1944, la nave inabissata a Rodi e la strage di italiani

Il cinisellese Francesco Verganti era tra i soldati italiani prigionieri dei tedeschi a Rodi e imbarcati su una nave poi naufragata

Una famiglia disperata, una sorella che instancabilmente cerca di conoscere la sua sorte, una fidanzata che lo aspetta inconsolabile, alcune sue lettere, un relitto in fondo al mare. E una croce di guerra al Valor Militare. Ecco cosa resta di Francesco Verganti. Nato nel 1917, abitava a Cinisello in via Milano 6 (oggi via della Libertà) e faceva il macellaio. Fu arruolato nell’esercito come sergente maggiore in forza al 9° Reggimento Fanteria di stanza a Rodi, all’epoca isola italiana.

Quando nel ‘48 a Cinisello fu inaugurata la lapide dei caduti della 2a Guerra Mondiale, il suo nome non compariva. Non poteva comparire perché i familiari non sapevano ancora nulla. Al Comune il verbale di scomparsa giunse undici anni dopo, il 31 marzo ‘55: “[…] Il militare era a bordo del Piroscafo di cui si sconosce il nome [Oria (NdA)], partito da Rodi nel pomeriggio dell’11 febbraio 1944 per il trasporto in deportazione di oltre 4000 prigionieri italiani in mano tedesca; che il detto Piroscafo naufragava la sera stessa [12 febbraio (NdA)] in prossimità dell’isola di Goidano [Patroklos (NdA)]; che il Sergente Maggiore Verganti Francesco non è compreso fra i pochi naufraghi recuperati e che di lui nulla si è saputo dalla data del sinistro; […] tutte le modalità del fatto inducono a ritenere che il medesimo sia perito nelle predette circostanze di tempo e di luogo […]”. Ma cosa era realmente accaduto a Francesco Verganti?

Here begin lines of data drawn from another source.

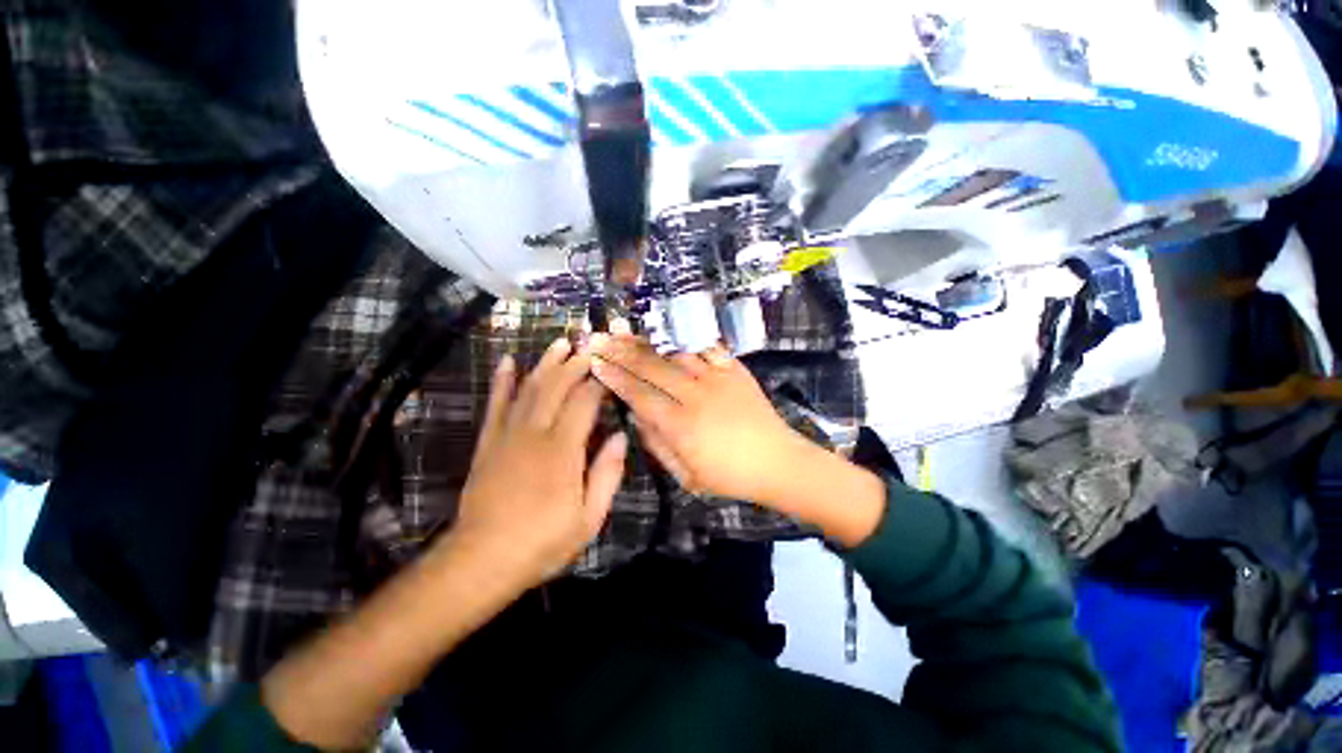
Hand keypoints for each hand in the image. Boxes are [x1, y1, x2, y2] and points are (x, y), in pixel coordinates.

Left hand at [446, 339, 626, 587]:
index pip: (584, 402)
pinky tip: (507, 362)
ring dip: (545, 364)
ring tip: (559, 343)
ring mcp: (508, 436)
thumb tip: (621, 436)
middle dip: (574, 363)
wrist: (483, 560)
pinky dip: (501, 382)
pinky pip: (495, 405)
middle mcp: (535, 434)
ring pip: (529, 389)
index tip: (610, 368)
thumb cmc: (543, 542)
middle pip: (556, 387)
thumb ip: (608, 473)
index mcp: (563, 450)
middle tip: (589, 344)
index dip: (598, 382)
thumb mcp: (589, 517)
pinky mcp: (488, 443)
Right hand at [588, 335, 813, 506]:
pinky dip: (684, 341)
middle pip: (651, 368)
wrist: (778, 461)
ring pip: (674, 354)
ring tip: (623, 331)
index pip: (639, 394)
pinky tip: (667, 334)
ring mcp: (717, 378)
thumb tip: (637, 417)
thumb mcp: (687, 475)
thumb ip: (658, 445)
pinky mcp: (735, 370)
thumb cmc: (729, 476)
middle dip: (621, 352)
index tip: (595, 363)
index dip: (615, 377)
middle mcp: (696, 395)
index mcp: (681, 425)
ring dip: (647, 343)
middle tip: (598, 339)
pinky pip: (706, 348)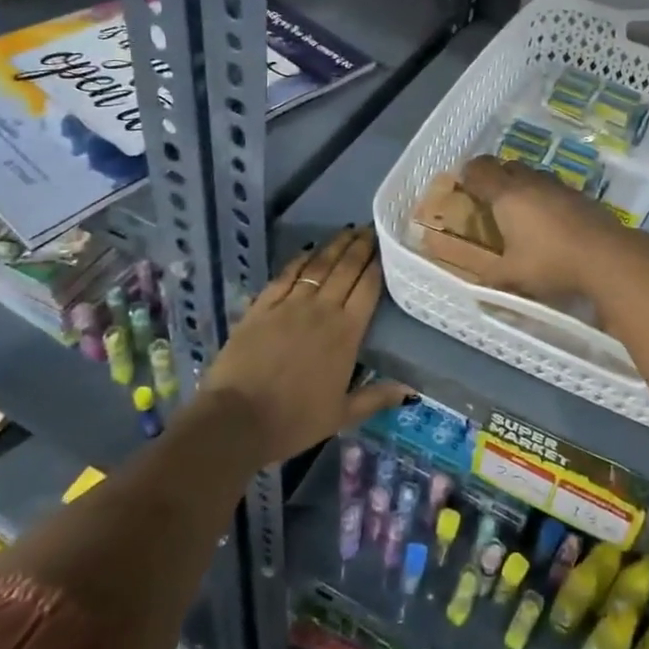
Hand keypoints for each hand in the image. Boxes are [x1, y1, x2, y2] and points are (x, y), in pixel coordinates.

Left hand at [197, 227, 408, 464]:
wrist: (237, 420)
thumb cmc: (294, 420)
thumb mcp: (342, 415)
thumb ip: (376, 396)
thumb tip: (411, 390)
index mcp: (346, 333)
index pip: (368, 288)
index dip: (378, 264)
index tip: (386, 247)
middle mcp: (322, 309)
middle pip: (346, 269)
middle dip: (360, 246)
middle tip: (369, 228)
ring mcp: (290, 304)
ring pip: (318, 265)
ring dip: (334, 246)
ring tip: (346, 231)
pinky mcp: (262, 306)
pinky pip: (285, 275)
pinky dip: (299, 260)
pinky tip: (308, 250)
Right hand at [458, 155, 645, 304]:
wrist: (606, 257)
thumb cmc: (550, 263)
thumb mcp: (513, 276)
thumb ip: (492, 276)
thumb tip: (479, 280)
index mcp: (507, 195)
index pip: (480, 170)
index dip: (468, 175)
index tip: (464, 188)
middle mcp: (532, 183)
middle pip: (508, 166)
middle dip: (497, 178)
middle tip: (492, 201)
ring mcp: (560, 187)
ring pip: (534, 176)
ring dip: (524, 187)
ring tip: (522, 212)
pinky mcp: (582, 196)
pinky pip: (555, 189)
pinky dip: (547, 199)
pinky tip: (551, 223)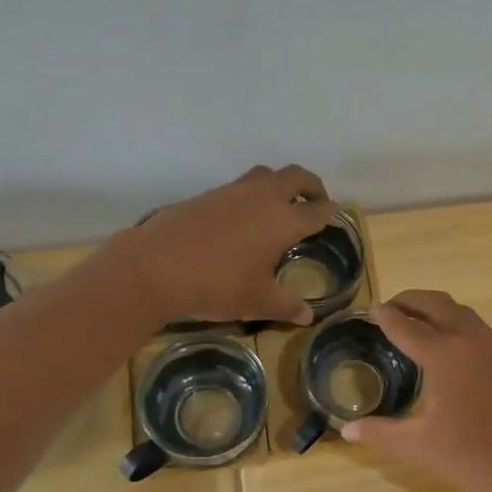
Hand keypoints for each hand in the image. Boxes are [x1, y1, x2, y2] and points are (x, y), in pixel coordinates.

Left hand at [119, 165, 336, 325]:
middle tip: (314, 202)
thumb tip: (308, 316)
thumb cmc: (217, 285)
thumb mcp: (257, 301)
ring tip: (278, 206)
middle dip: (311, 186)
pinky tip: (241, 219)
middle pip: (296, 176)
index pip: (317, 210)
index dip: (330, 212)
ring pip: (265, 174)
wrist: (156, 267)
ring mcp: (232, 191)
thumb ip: (287, 306)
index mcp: (283, 221)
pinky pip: (239, 186)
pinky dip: (250, 195)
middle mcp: (262, 197)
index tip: (335, 214)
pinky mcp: (207, 195)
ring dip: (279, 184)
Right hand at [340, 290, 491, 491]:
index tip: (370, 309)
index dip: (385, 316)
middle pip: (437, 304)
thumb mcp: (422, 446)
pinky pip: (479, 328)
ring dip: (436, 309)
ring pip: (462, 313)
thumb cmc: (478, 456)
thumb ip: (382, 433)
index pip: (407, 326)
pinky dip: (457, 324)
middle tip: (390, 308)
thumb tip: (347, 430)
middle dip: (411, 300)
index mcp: (445, 354)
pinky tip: (451, 348)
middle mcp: (471, 340)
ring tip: (417, 322)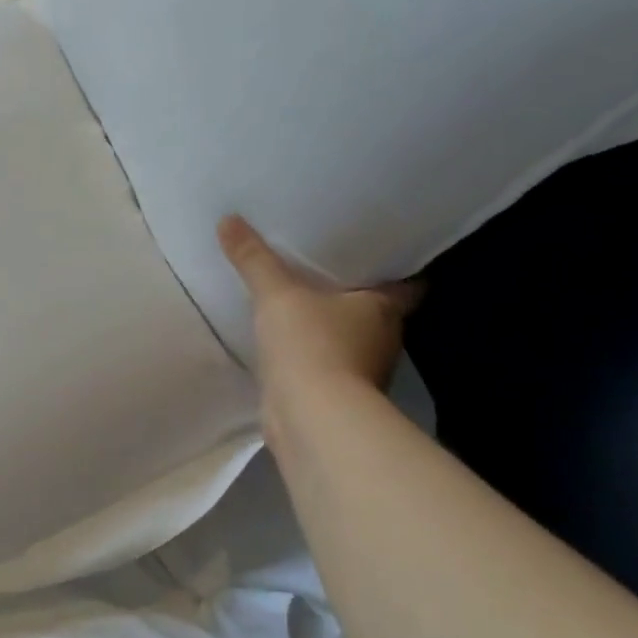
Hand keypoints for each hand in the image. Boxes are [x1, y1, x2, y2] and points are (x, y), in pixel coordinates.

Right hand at [219, 216, 421, 456]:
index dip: (394, 266)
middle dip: (355, 296)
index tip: (374, 252)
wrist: (311, 418)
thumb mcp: (277, 294)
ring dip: (332, 329)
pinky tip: (288, 347)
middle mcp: (384, 339)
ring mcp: (363, 372)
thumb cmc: (311, 345)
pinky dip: (313, 358)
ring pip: (351, 341)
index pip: (408, 281)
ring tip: (301, 305)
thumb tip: (228, 220)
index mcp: (385, 307)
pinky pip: (326, 367)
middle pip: (376, 311)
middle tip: (326, 271)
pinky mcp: (337, 397)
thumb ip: (254, 260)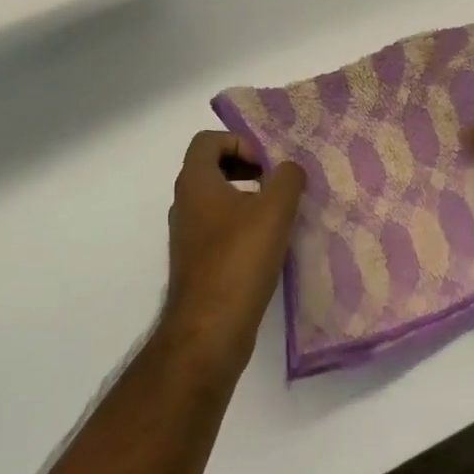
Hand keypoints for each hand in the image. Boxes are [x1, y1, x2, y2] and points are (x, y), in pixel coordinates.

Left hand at [161, 131, 305, 378]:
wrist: (208, 332)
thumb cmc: (239, 261)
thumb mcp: (274, 210)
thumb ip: (287, 178)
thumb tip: (289, 170)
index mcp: (195, 183)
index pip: (208, 140)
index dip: (240, 142)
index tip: (266, 166)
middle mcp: (185, 204)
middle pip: (212, 167)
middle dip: (246, 167)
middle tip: (275, 184)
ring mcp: (188, 235)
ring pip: (216, 199)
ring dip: (246, 197)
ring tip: (277, 214)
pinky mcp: (196, 263)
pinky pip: (218, 227)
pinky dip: (241, 225)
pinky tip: (267, 244)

Nell’autunno del ‘43, dopo l’Armistizio, con l’arrivo dei nazisti sull’isola e la resa delle truppe italiane, i tedeschi iniziarono a trasferire via mare decine di migliaia di prigionieri destinati ai campi di concentramento per IMI (Internati Militari Italiani). Si trattava di militari che si erano rifiutati di aderire al nazismo e alla RSI (Repubblica Sociale Italiana). Questi trasferimenti venivano effettuati usando carrette del mare, ammassando i prigionieri oltre ogni limite e senza norme di sicurezza. Molte di queste imbarcazioni affondarono, causando la morte di 13 o forse 15 mila militari. In fondo al mare o dentro un lager per i nazisti era lo stesso; era la fine che meritavano i badogliani, cioè i traditori. Ma la vicenda più disastrosa fu sicuramente quella del piroscafo Oria, a bordo del quale c’era anche Verganti. Di fabbricazione norvegese, era stato requisito dai tedeschi facendo prigionieri gli uomini dell’equipaggio. Il comandante non voleva partire, sia per le pessime condizioni meteorologiche, che per il rischio di essere affondati dai britannici. Ma dovette sottostare agli ordini dei nazisti che lo fecero salpare l’11 febbraio ’44 diretto al porto de Il Pireo; a bordo 4046 prigionieri (43 ufficiali, 118 sottufficiali, 3885 soldati), 90 tedeschi di guardia, l’equipaggio e un carico di bidoni di olio minerale e gomme da camion.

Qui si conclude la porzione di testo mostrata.